Exercise details: Please transcribe the data exactly as shown, skipping the images.

....

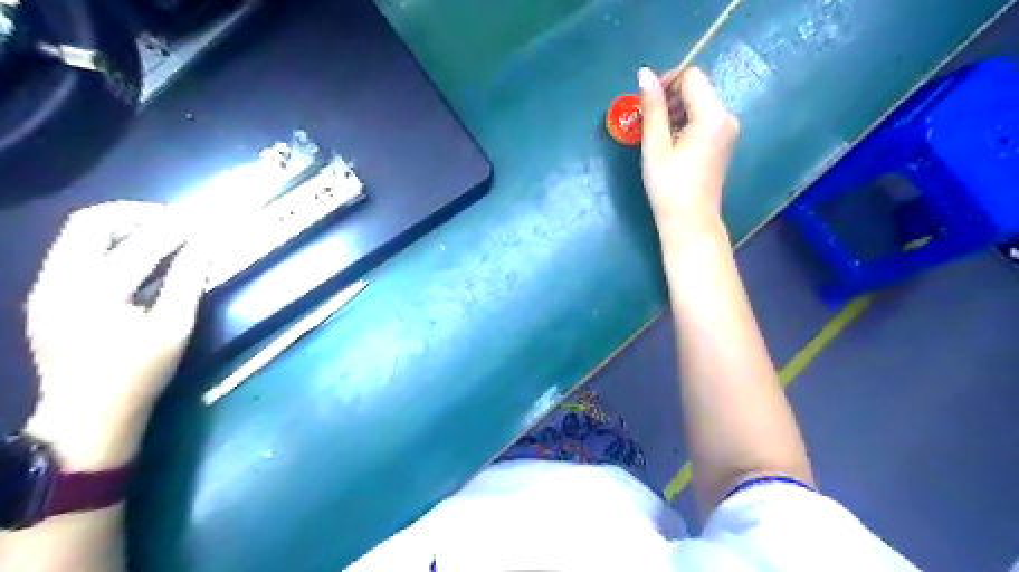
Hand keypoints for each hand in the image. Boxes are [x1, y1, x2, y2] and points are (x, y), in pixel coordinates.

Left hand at [22, 201, 207, 469]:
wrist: (85, 417)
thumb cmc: (139, 374)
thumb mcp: (174, 329)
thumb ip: (187, 282)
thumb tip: (203, 247)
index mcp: (94, 292)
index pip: (139, 244)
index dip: (174, 229)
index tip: (201, 223)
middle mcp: (59, 281)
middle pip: (90, 223)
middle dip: (136, 215)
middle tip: (174, 222)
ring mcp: (45, 288)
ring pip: (77, 235)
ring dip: (121, 227)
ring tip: (161, 236)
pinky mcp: (45, 297)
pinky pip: (74, 254)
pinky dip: (108, 246)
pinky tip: (137, 261)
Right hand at [639, 64, 737, 240]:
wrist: (690, 222)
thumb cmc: (669, 187)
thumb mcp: (655, 146)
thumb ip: (653, 107)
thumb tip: (644, 73)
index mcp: (712, 115)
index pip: (691, 76)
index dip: (666, 82)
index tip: (646, 105)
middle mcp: (727, 117)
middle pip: (697, 88)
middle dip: (670, 98)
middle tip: (648, 123)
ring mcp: (728, 130)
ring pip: (699, 103)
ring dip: (676, 111)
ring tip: (657, 137)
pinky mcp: (724, 142)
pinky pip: (703, 119)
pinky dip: (685, 123)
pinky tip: (671, 145)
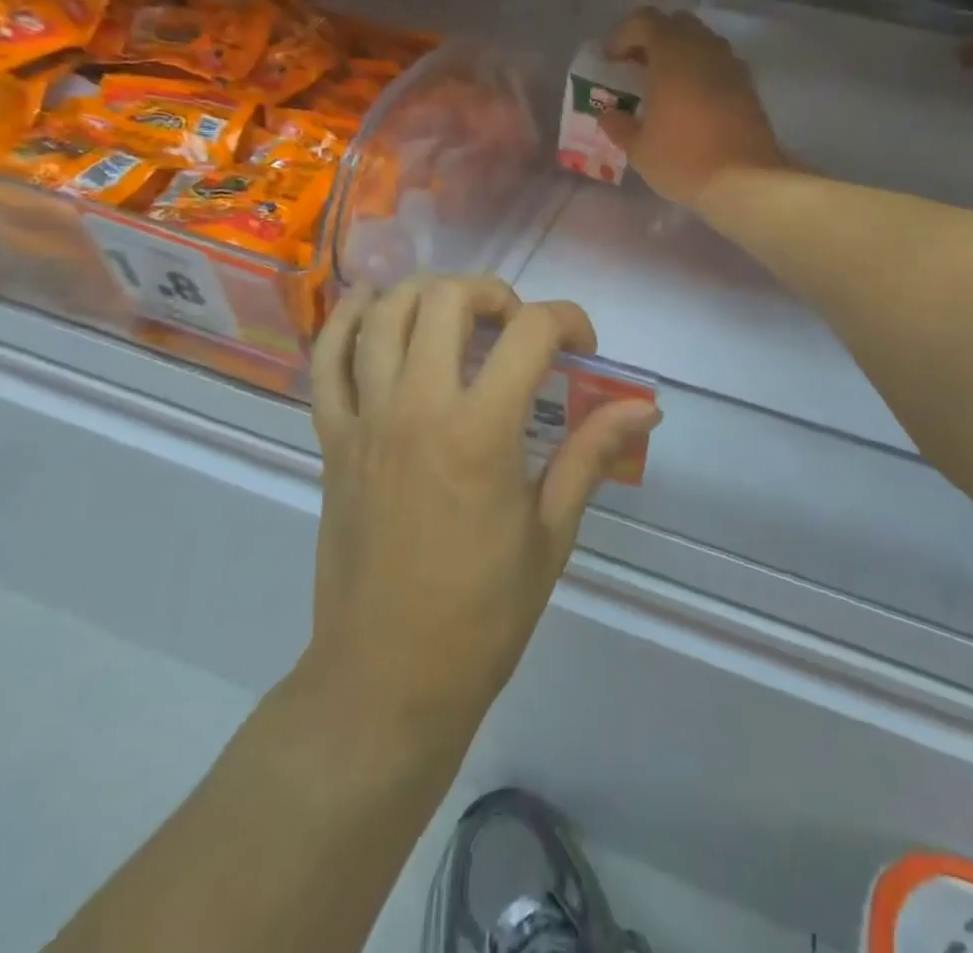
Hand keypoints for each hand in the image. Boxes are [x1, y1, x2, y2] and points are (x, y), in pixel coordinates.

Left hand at [304, 276, 659, 745]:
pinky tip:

....

Result of this task:
Hand keypoints for each hand in the image. Boxes are [x1, y1, x2, y2] and points are (x, y), in pixel coordinates.

Left hand at [22, 201, 207, 469]:
wrist: (85, 417)
thumb cmc: (139, 374)
thumb mcp: (174, 329)
thumb ip: (187, 282)
thumb tip: (203, 247)
index mcp: (94, 292)
index pip: (139, 244)
index dip: (174, 229)
index tip: (201, 223)
middle mcp: (59, 281)
middle pip: (90, 223)
middle dip: (136, 215)
middle tip: (174, 222)
ring mcp: (45, 288)
ring pip: (77, 235)
ring dip: (121, 227)
ring tip: (161, 236)
pinky mcp: (45, 297)
pinky pip: (74, 254)
pinky dip: (108, 246)
pinky tip: (137, 261)
Right hand at [639, 64, 737, 240]:
wrist: (690, 222)
thumb cmc: (669, 187)
thumb mcp: (655, 146)
thumb ip: (653, 107)
thumb tip: (644, 73)
index mcp: (712, 115)
index pip: (691, 76)
index dip: (666, 82)
index tip: (646, 105)
middle mcp: (727, 117)
middle pip: (697, 88)
middle dip: (670, 98)
middle tip: (648, 123)
ring mcp: (728, 130)
ring pip: (699, 103)
ring dip: (676, 111)
ring tip: (657, 137)
pinky mcp: (724, 142)
pinky pip: (703, 119)
pinky dip: (685, 123)
pinky tip: (671, 145)
Hand keypoints for each hand in the image. Boxes are [x1, y1, x2, y2] and points are (x, y), in pixel coordinates.

Left hand at [304, 276, 659, 745]:
pinky tip:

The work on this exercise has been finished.